What is needed is every line of the data that includes the word "Steffanich". Please copy each one.

Provided records:

++++++++

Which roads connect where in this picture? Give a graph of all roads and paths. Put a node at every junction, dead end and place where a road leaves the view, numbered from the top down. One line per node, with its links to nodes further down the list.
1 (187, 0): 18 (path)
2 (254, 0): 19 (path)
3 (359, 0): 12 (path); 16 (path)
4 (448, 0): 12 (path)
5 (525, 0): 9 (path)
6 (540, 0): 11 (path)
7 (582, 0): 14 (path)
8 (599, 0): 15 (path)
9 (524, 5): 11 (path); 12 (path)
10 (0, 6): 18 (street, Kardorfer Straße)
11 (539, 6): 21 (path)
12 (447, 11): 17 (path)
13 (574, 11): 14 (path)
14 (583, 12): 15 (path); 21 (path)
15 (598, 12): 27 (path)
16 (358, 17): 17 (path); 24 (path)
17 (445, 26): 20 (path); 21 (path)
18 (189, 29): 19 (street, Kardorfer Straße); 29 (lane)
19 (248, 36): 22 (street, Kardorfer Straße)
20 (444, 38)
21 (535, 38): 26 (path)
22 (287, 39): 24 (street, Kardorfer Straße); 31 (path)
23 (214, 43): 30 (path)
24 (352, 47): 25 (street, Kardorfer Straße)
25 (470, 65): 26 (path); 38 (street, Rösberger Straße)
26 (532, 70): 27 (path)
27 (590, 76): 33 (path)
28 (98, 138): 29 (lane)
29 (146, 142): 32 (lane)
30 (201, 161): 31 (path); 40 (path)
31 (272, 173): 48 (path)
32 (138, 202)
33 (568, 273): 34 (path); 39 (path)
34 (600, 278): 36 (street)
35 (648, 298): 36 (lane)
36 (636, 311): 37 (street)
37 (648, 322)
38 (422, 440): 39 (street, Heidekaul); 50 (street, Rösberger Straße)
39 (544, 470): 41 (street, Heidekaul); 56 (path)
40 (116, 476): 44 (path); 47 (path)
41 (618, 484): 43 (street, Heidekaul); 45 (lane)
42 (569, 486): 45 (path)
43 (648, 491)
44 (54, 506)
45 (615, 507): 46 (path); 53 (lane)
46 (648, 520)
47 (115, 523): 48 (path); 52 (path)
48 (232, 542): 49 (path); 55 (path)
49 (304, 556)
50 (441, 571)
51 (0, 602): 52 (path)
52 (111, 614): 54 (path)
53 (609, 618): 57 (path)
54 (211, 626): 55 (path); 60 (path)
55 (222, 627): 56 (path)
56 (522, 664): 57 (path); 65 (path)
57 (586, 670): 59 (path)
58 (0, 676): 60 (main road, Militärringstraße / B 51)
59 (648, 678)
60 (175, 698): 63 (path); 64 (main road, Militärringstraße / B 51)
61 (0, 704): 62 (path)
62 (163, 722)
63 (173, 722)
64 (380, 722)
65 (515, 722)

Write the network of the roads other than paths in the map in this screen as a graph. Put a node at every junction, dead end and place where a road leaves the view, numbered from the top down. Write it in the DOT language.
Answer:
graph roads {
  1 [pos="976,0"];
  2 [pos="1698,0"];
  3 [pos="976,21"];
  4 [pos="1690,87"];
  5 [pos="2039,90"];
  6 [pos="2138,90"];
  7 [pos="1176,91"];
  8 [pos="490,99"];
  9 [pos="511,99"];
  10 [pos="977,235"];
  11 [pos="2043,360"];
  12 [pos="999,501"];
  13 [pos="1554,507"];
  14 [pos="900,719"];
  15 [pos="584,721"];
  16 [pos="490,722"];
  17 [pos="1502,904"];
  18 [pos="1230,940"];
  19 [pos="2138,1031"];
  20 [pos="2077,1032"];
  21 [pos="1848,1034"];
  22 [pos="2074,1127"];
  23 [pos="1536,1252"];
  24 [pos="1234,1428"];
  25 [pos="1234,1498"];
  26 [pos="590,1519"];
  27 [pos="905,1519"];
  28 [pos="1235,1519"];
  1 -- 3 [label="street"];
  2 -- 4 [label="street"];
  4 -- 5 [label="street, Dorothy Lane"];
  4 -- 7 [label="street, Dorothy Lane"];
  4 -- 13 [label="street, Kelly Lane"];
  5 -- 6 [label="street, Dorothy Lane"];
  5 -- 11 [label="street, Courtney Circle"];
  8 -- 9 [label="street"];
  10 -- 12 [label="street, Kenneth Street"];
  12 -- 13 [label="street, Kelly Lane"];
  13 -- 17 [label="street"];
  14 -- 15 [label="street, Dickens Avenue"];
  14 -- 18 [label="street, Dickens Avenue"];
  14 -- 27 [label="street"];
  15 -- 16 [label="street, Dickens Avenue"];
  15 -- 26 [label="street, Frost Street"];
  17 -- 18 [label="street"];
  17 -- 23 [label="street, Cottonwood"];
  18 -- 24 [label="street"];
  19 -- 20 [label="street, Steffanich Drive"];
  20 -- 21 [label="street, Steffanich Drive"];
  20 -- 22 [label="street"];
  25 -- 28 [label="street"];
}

++++++++

Written reply:
  19 -- 20 [label="street, Steffanich Drive"];
  20 -- 21 [label="street, Steffanich Drive"];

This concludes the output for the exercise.